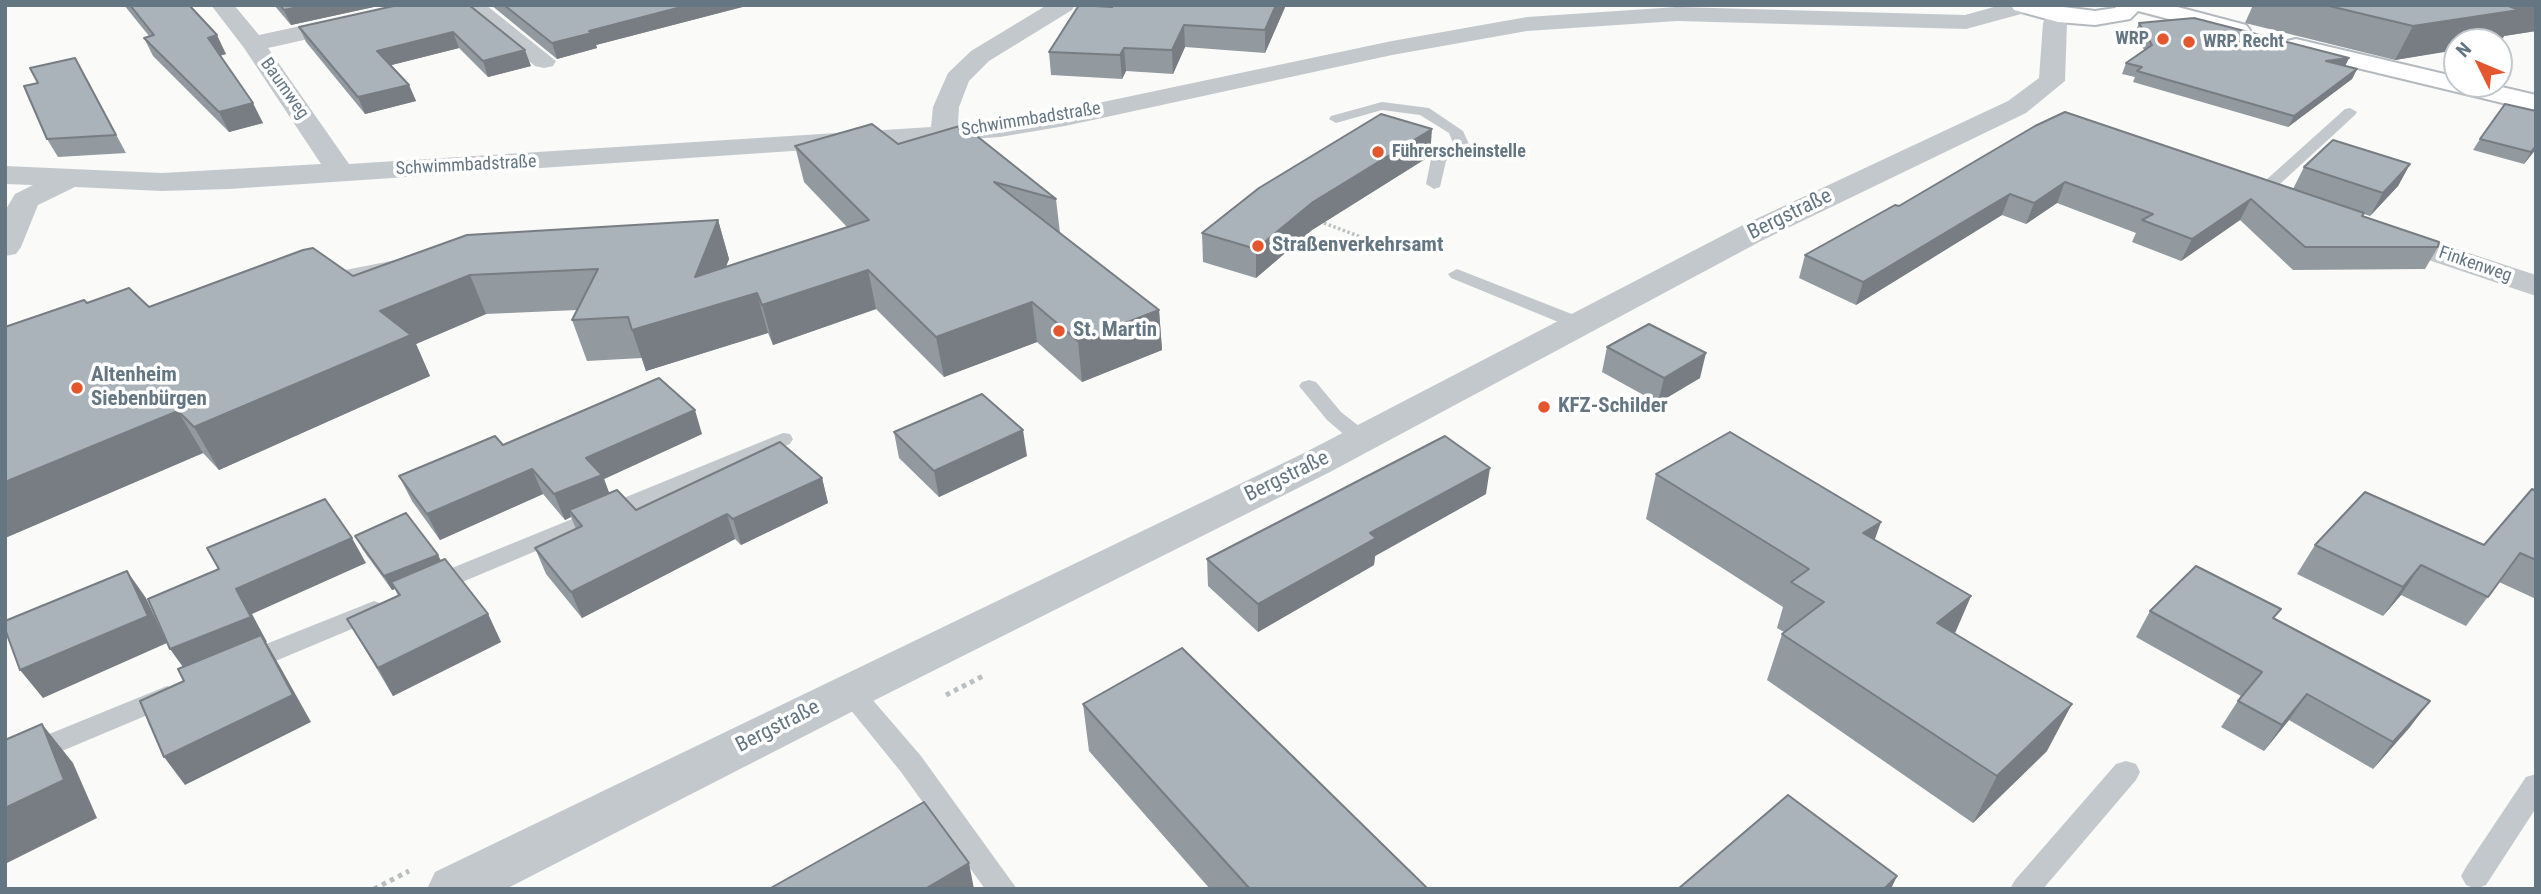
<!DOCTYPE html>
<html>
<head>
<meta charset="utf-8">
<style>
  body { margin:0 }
  #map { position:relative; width:2541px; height:894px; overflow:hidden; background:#fafaf8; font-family:"Roboto Condensed",sans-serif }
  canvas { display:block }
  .frame { position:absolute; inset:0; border:7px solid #657683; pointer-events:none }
  .north { position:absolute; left:2443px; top:28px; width:70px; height:70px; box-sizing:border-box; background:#fff; border:2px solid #c1c8cd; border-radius:50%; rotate:313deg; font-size:19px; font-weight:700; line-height:28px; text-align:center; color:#657683 }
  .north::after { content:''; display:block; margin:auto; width:24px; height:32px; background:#e4572e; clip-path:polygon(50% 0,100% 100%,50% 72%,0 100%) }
</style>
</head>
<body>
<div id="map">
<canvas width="2541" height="894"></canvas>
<div class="frame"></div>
<div class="north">N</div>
</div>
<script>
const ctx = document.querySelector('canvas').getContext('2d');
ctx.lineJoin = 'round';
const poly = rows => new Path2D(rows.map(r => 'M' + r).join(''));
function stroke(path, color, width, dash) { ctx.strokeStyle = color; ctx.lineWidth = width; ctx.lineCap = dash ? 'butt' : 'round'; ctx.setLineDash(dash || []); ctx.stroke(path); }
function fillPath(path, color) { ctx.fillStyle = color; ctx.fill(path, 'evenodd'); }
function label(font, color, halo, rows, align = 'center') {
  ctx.font = font + ' "Roboto Condensed",sans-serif'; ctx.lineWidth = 7; ctx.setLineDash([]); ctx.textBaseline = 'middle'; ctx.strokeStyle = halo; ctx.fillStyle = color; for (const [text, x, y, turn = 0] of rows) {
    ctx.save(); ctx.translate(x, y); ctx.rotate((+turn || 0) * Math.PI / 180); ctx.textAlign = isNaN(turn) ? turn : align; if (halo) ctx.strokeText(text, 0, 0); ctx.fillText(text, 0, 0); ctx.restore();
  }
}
const secondary = poly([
  [2011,5,2048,5,2095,11,2115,8,2118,5,2170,5,2246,25,2250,30,2246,35,2238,37,2138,11,2130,19,2095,25,2058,22,2014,10,2011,5],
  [2296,39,2457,77,2457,84,2489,84,2536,95,2536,111,2287,51,2284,46,2287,41,2296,39]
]);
stroke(secondary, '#b3babf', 4);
stroke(poly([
  [1324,223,1361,237]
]), '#bbbfc2', 3.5, [2.5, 2.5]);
stroke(poly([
  [946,695,985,675],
  [374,889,409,871]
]), '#bbbfc2', 5, [4.5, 4.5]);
fillPath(poly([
  [1382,102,1429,108,1463,131,1469,144,1446,161,1440,187,1434,189,1426,184,1431,159,1453,143,1449,133,1420,115,1382,110,1336,123,1329,119,1331,116,1382,102],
  [2350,108,2357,112,2355,115,2268,195,2256,195,2254,192,2256,189,2345,109,2350,108],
  [396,260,402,261,405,265,402,269,325,284,316,279,325,274,396,260],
  [1457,269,1587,320,1589,324,1580,330,1573,328,1451,278,1448,274,1457,269],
  [1309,380,1316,382,1341,412,1369,434,1372,439,1369,444,1355,444,1327,420,1299,386,1302,382,1309,380],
  [783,433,790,434,793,439,790,444,441,591,433,593,425,591,421,585,425,579,783,433],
  [374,601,383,604,386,610,383,616,254,670,245,672,236,670,232,663,236,656,374,601],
  [850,681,859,684,921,756,1017,889,985,889,901,772,841,698,837,691,841,684,850,681],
  [167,686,176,689,180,696,176,703,5,775,5,752,167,686],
  [2126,761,2136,764,2140,772,2136,780,2043,889,2010,889,2015,880,2116,764,2126,761],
  [2536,774,2536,808,2486,885,2476,889,2466,885,2461,876,2466,867,2526,777,2536,774]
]), '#c3c8cc');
fillPath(poly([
  [211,5,234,5,259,35,397,5,440,5,437,10,429,12,268,48,349,164,931,127,933,107,948,73,971,51,1047,5,1075,5,1072,10,989,61,969,81,959,107,958,124,1065,110,1392,41,1527,17,1677,7,1965,15,2001,5,2035,6,2032,11,1966,29,1677,21,1527,31,1392,55,1065,126,1000,137,229,189,162,191,75,187,38,205,21,247,16,254,5,256,5,211,15,194,33,185,5,184,5,166,162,173,321,164,244,48,211,5],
  [460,5,486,5,556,61,553,66,544,68,535,66,460,5],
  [2058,8,2066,10,2070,15,2067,23,2065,81,2026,113,1763,240,1330,472,867,704,506,889,427,889,435,872,1302,454,1741,226,2008,101,2039,78,2043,23,2050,10,2058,8],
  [2386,226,2536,275,2536,296,2375,242,2371,235,2375,228,2386,226]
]), '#c3c8cc');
fillPath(secondary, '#fff');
fillPath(poly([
  [124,5,189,5,226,54,220,56,263,123,229,132,153,56,144,38,149,36],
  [274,5,383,5,291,25],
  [398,5,531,66,488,77,459,48,391,65,409,85,416,101,365,114,306,42,299,27],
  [491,5,750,5,596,45,597,48,557,59],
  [1286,5,1265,53,1185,47,1173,74,1126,71,1122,79,1051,75,1049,52],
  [2253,5,2536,5,2536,31,2504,36,2500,44,2499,42,2395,60,2245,23],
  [2139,23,2349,58,2345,66,2357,69,2352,79,2288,127,2133,82,2135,77,2122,74,2126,63,2144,50,2135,33],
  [75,58,126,153,58,157,47,139],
  [2536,111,2536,149,2524,164,2473,150,2480,139],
  [2035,126,2293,189,2304,167,2410,164,2398,186,2370,216,2364,214,2363,216,2438,247,2425,269,2293,270,2240,220,2181,261,2132,242,2136,233,2057,203,2026,224,2002,215,1856,305,1799,278,1805,255,1899,206],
  [898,144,1056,199,1060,233,1159,310,1162,350,1082,382,1037,342,944,377,876,309,773,345,768,333,646,371,642,358,587,361,572,320,577,310,486,314,416,344,430,376,219,470,203,453,5,538,5,327,87,303,149,307,718,220,729,259,725,267,847,227,804,182,795,146],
  [1430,156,1312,230,1256,278,1203,262,1202,233],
  [1607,347,1700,378,1658,403,1602,372],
  [894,432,1027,456,939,497,899,458],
  [702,434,604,479,609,494,636,510,822,478,828,503,741,545,735,539,582,618,546,574,535,548,576,529,571,517,565,520,543,494,440,540,412,501,399,476],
  [1656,474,1875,540,1971,596,1955,633,2047,751,1973,823,1767,680,1782,634,1784,632,1777,628,1783,607,1646,519],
  [2536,491,2536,599,2499,582,2466,626,2401,595,2383,616,2297,574,2315,545,2484,545],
  [1486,494,1375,556,1374,565,1258,632,1208,586,1207,559],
  [355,536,438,555,441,561,488,614,501,642,393,696,347,619,398,596,395,589,392,590,363,550],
  [2150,611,2275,619,2410,727,2373,769,2289,720,2264,751,2221,727,2241,696,2136,637],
  [1083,704,1428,889,1210,889,1089,751]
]), '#929a9f');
fillPath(poly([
  [308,5,383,5,291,25,284,10],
  [689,5,750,5,596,45,597,48,557,59,552,43,589,31],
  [1276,5,1286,5,1265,53,1265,30],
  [2505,5,2536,5,2536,31,2504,36,2499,44,2499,42,2457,42,2457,50,2395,60,2413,26],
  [1184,25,1185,47,1173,74,1172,50],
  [453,32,459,48,384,67,377,51],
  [217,35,226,54,217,56,208,38],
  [1124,48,1126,71,1122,79,1120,55],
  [525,50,531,66,488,77,483,61],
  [2349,58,2344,68,2326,61],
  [2357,69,2352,79,2288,127,2294,116],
  [409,85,416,101,365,114,358,97],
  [253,103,263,123,229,132,219,112],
  [1432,129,1430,156,1312,230,1256,278,1256,249,1313,202],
  [2536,146,2536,149,2524,164,2531,152],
  [2410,164,2398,186,2370,216,2383,193],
  [2065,182,2057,203,2026,224,2034,203],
  [2010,194,2002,215,1856,305,1863,282],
  [2251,199,2240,220,2181,261,2192,239],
  [718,220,729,259,711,307,757,293,768,333,646,371,632,330,695,277],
  [868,270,876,309,773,345,762,305],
  [470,275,486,314,416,344,430,376,219,470,194,427,380,311],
  [1032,302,1037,342,944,377,936,337],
  [1159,310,1162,350,1082,382,1078,341],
  [1706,353,1700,378,1658,403,1664,378],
  [695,410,702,434,604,479,612,500,569,510,571,517,565,520,554,494,586,458],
  [178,411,203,453,5,538,5,482],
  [1023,430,1027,456,939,497,934,471],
  [1490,468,1486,494,1375,556,1374,565,1258,632,1258,604,1370,533],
  [532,469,543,494,440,540,427,514],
  [822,478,828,503,741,545,733,519],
  [727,514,735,539,582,618,571,592],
  [1881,522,1865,567,1863,533],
  [352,538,366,563,252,614,267,642,266,642,278,663,311,722,185,785,164,757,188,674,170,649,236,589],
  [438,555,445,569,391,582,395,589,392,590,384,576],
  [2421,565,2401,595,2383,616,2403,587],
  [127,571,146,598,167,643,43,698,20,670],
  [1971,596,1951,642,1937,623],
  [488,614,501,642,393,696,378,668],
  [2307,694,2289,720,2264,751,2282,725],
  [2430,701,2410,727,2373,769,2393,742],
  [2072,704,2047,751,1973,823,1997,776],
  [42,724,73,763,97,818,5,864,5,808],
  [969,863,974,889,925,889],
  [1897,876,1891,889,1884,889]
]), '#777d82');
const building = poly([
  [130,5,189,5,217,35,208,38,253,103,219,112,144,38,154,35,130,5],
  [280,5,308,5,284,10,280,5],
  [398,5,469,5,525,50,483,61,453,32,377,51,409,85,358,97,299,27,398,5],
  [504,5,689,5,589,31,592,33,552,43,504,5],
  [1079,5,1112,7,1113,5,1276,5,1265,30,1184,25,1172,50,1124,48,1120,55,1049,52,1079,5],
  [2325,5,2506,5,2519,10,2413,26,2325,5],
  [2194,18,2349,58,2326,61,2357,69,2294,116,2137,71,2142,67,2126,63,2152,45,2139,23,2194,18],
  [75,58,116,135,47,139,24,86,38,83,30,68,75,58],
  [2505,104,2536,111,2536,146,2531,152,2480,139,2505,104],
  [2065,112,2364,213,2362,216,2439,242,2438,247,2305,247,2251,199,2192,239,2142,220,2153,214,2065,182,2034,203,2010,194,1863,282,1805,255,1895,205,1899,206,2035,126,2065,112],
  [1381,114,1432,129,1313,202,1256,249,1202,233,1259,188,1381,114],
  [872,124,898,144,963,125,1056,199,994,182,1159,310,1078,341,1032,302,936,337,868,270,762,305,757,293,632,330,628,317,572,320,598,269,470,275,380,311,411,335,194,427,178,411,5,482,5,327,84,300,87,303,129,288,149,307,303,250,313,248,353,276,467,235,718,220,695,277,869,220,795,146,872,124],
  [2333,140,2410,164,2383,193,2304,167,2333,140],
  [1649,324,1706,353,1664,378,1607,347,1649,324],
  [659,378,695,410,586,458,602,475,554,494,532,469,427,514,399,476,495,436,503,445,659,378],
  [982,394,1023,430,934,471,894,432,982,394],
  [1730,432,1881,522,1863,533,1971,596,1937,623,2072,704,1997,776,1782,634,1824,602,1791,582,1809,569,1656,474,1730,432],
  [1445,436,1490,468,1370,533,1376,538,1258,604,1207,559,1445,436],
  [780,442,822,478,733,519,727,514,571,592,535,548,582,526,569,510,617,490,636,510,780,442],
  [2532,489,2536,491,2536,560,2520,553,2488,597,2421,565,2403,587,2315,545,2365,492,2484,545,2532,489],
  [325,499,352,538,236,589,251,617,170,649,148,599,219,569,207,548,325,499],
  [406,513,438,555,384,576,355,536,406,513],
  [445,559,488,614,378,668,347,619,400,595,391,582,445,559],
  [2196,566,2281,609,2273,618,2430,701,2393,742,2307,694,2282,725,2238,701,2262,672,2150,611,2196,566],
  [127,571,148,616,20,670,5,629,5,621,127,571],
  [261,635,293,695,164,757,140,701,184,681,178,669,261,635],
  [1182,648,1428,889,1250,889,1083,704,1182,648],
  [42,724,64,780,5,808,5,740,42,724],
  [1788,795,1897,876,1884,889,1678,889,1788,795],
  [924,802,969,863,925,889,769,889,924,802]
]);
fillPath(building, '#aab3b9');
stroke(building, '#777d82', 2);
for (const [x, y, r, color] of [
  [2163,39,7,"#e4572e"],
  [2189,42,7,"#e4572e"],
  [1378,152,7,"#e4572e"],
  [1258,246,7,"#e4572e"],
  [1059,331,7,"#e4572e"],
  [77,388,7,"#e4572e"],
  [1544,407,7,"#e4572e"]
]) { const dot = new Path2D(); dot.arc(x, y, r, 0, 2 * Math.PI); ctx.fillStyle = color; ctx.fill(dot); stroke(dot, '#fff', 2.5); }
label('bold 18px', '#657683', '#fff', [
  ["WRP",2149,39,"right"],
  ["WRP. Recht",2203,42],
  ["Führerscheinstelle",1392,152]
], 'left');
label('18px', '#657683', '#fff', [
  ["Baumweg",284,89,55],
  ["Schwimmbadstraße",1031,120,-9],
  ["Schwimmbadstraße",466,166,-3],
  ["Finkenweg",2475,265,19]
]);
label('21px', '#657683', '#fff', [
  ["Bergstraße",1790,215,-26],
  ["Bergstraße",1287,477,-26],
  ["Bergstraße",778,727,-27]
]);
label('bold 21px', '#657683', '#fff', [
  ["Straßenverkehrsamt",1272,246],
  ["St. Martin",1073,331],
  ["Altenheim",91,376],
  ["Siebenbürgen",91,400],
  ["KFZ-Schilder",1558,407]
], 'left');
</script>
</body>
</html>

-*-

→ The problem
Exactly reproduce the lines that run from the first line of the listing above to the line containing "ctx.lineJoin = 'round';", including both; omit the pictures.

→ Written solution
<!DOCTYPE html>
<html>
<head>
<meta charset="utf-8">
<style>
  body { margin:0 }
  #map { position:relative; width:2541px; height:894px; overflow:hidden; background:#fafaf8; font-family:"Roboto Condensed",sans-serif }
  canvas { display:block }
  .frame { position:absolute; inset:0; border:7px solid #657683; pointer-events:none }
  .north { position:absolute; left:2443px; top:28px; width:70px; height:70px; box-sizing:border-box; background:#fff; border:2px solid #c1c8cd; border-radius:50%; rotate:313deg; font-size:19px; font-weight:700; line-height:28px; text-align:center; color:#657683 }
  .north::after { content:''; display:block; margin:auto; width:24px; height:32px; background:#e4572e; clip-path:polygon(50% 0,100% 100%,50% 72%,0 100%) }
</style>
</head>
<body>
<div id="map">
<canvas width="2541" height="894"></canvas>
<div class="frame"></div>
<div class="north">N</div>
</div>
<script>
const ctx = document.querySelector('canvas').getContext('2d');
ctx.lineJoin = 'round';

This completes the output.